== REQUIRED ACTION ==
Your copy should repeat each record exactly and contain none of the pictures.

== RECORDS FOR THIS TASK ==
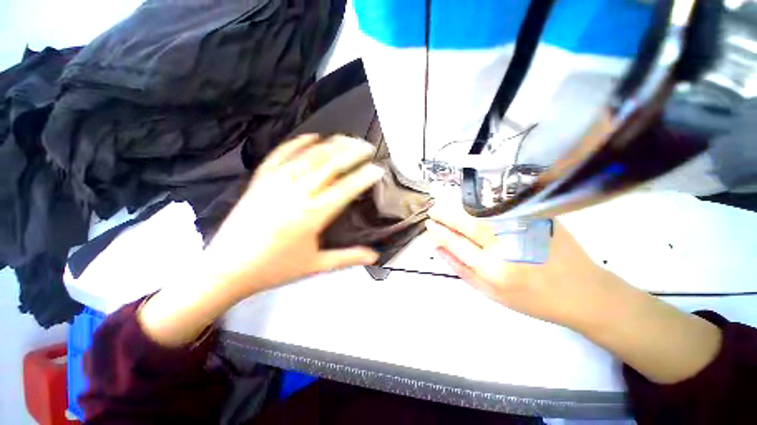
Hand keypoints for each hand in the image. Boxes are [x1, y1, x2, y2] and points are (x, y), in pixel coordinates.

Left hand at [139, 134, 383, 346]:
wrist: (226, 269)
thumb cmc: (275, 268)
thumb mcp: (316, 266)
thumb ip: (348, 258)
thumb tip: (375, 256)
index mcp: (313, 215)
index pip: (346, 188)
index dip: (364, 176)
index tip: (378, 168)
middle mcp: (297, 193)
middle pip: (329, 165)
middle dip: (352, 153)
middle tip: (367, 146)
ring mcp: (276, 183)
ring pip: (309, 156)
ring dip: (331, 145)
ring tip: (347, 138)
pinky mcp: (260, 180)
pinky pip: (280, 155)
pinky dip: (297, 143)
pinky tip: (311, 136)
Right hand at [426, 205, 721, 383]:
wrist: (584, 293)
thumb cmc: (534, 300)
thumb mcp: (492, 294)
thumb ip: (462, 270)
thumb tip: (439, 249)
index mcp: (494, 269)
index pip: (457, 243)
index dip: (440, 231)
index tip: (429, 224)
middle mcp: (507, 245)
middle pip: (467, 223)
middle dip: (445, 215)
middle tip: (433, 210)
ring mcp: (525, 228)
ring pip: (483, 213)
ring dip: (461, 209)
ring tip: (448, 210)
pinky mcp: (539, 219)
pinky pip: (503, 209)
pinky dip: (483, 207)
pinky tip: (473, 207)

== YOUR RESPONSE ==
Hand keypoints for each hand in the image. Boxes are [x1, y1, x2, y2] and points are (x, y), in pixel coordinates.

Left hand at [139, 134, 383, 346]:
wrist: (226, 269)
thumb cmc: (275, 268)
thumb mcp: (316, 266)
thumb ip: (348, 258)
thumb tip: (375, 256)
index mcp: (313, 215)
index pip: (346, 188)
index dip: (364, 176)
index tip: (378, 168)
middle mcp: (297, 193)
middle pip: (329, 165)
middle dip: (352, 153)
middle tip: (367, 146)
ring mcp: (276, 183)
ring pip: (309, 156)
ring dip: (331, 145)
ring tip: (347, 138)
pinky mcp: (260, 180)
pinky pip: (280, 155)
pinky dip: (297, 143)
pinky tip: (311, 136)
Right hand at [426, 205, 721, 383]:
wrist: (584, 293)
thumb cmc: (534, 300)
thumb mcp: (492, 294)
thumb ip: (462, 270)
thumb tip: (439, 249)
index mcp: (494, 269)
index pip: (457, 243)
index dip: (440, 231)
index tip: (429, 224)
middle mcp: (507, 245)
middle pip: (467, 223)
middle dip: (445, 215)
middle tip: (433, 210)
ring mcp: (525, 228)
ring pip: (483, 213)
ring dip: (461, 209)
ring tip: (448, 210)
pinky mcp: (539, 219)
pinky pip: (503, 209)
pinky dip: (483, 207)
pinky tip: (473, 207)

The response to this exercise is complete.